The work’s title alludes to the neon of American artist Bruce Nauman Human Nature / Life Death (1983) installed in the window of the Chicago Cultural Center in the 1990s. Before the German and Czech neon, Tichý originally created the circular Chicago Nature (after Nauman), 2014 and New York Nature (after Nauman), 2016, which respond to the local police transmissions. Unlike its predecessors, the Prague neon is the only one to work in both directions. It physically fills both the gallery space and the public space depending on the changing daylight. In the course of time, the intensity of the light impulses increases to such a degree that it becomes unbearable.
 
The site-specific Installation No. 33 (2017) activates the space by a light projection. All the windows in the back part of the gallery are blacked out. The light of the projector searches the dark space and modulates it through the reflections of window panes and bars (mříž), observing the shapes of what is inside. Digital light is decomposed. Space, time and movement condition each other, thus creating singularity.

Tichý’s reflections on space and light contain connotations of the heritage of the Czech avant-garde in the person of Zdeněk Pešánek, who preceded his more famous contemporaries, such as László Moholy-Nagy and Man Ray, by his solitary and unique works.
 
The architectonic element of the window, both in its physical and abstract form, is present in all parts of the exhibition. The window becomes a means to express what is here and there, inside and outside; thanks to its function, it brings both light and time to the space.
 
The only piece of gallery lighting in the entire exhibition is the fluorescent lamp in the window of the office, which works as a postscript in this case. The video Cage (2002) complements the theme of the exhibition. It is a result of Tichý’s collaboration with a group of Ethiopian Jews living in Israel. Hung on the wall, three photographs made in December 1989 in East Berlin capture the moment when Tichý first crossed the border to the West.
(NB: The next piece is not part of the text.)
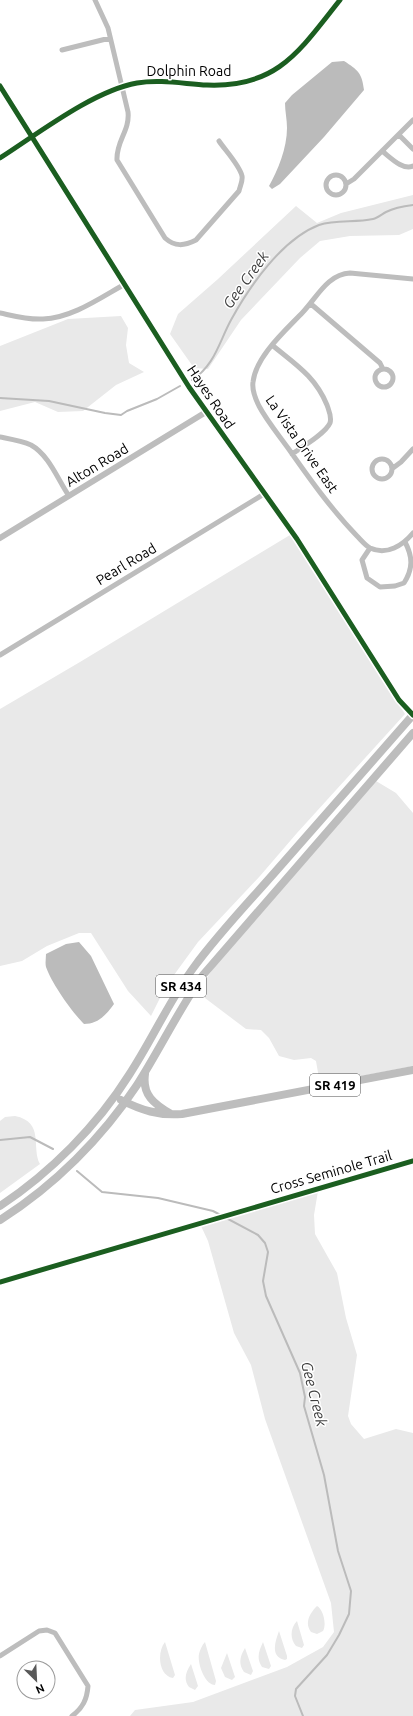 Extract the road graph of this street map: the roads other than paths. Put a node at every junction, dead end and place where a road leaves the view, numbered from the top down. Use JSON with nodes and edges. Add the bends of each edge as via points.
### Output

Jan Tichý (1974) was born in Prague. In the 1990s, he studied political science at the Hebrew University of Jerusalem and photography at the Musrara School of Art and Society, and later at Bezalel Academy of Art and Design in Tel Aviv, Israel. In 2007, he moved to Chicago and continued his studies at the School of the Art Institute of Chicago, where he currently works as assistant professor in the studios of photography, art and technology.
 
In the last year, Tichý held several solo exhibitions in the United States; at SBMA in Santa Barbara, Hyde Park Art Center in Chicago, Fridman Gallery in New York; and in Europe; at Galerie Kornfeld in Berlin and Kunsthalle Osnabrück, Germany. In the past years, he has exhibited his work at a number of institutions, such as the Museum of Contemporary Art, Chicago, CCA Tel Aviv, Tel Aviv Museum of Art and Wadsworth Atheneum Museum of Art.
 
His work is included in collections of institutions such as the Museum of Modern Art, New York; The Israel Museum, Jerusalem; Magasin 3 Stockholm Konsthall; MoBY – Museum of Contemporary Art, Bat Yam and Spertus Museum, Chicago.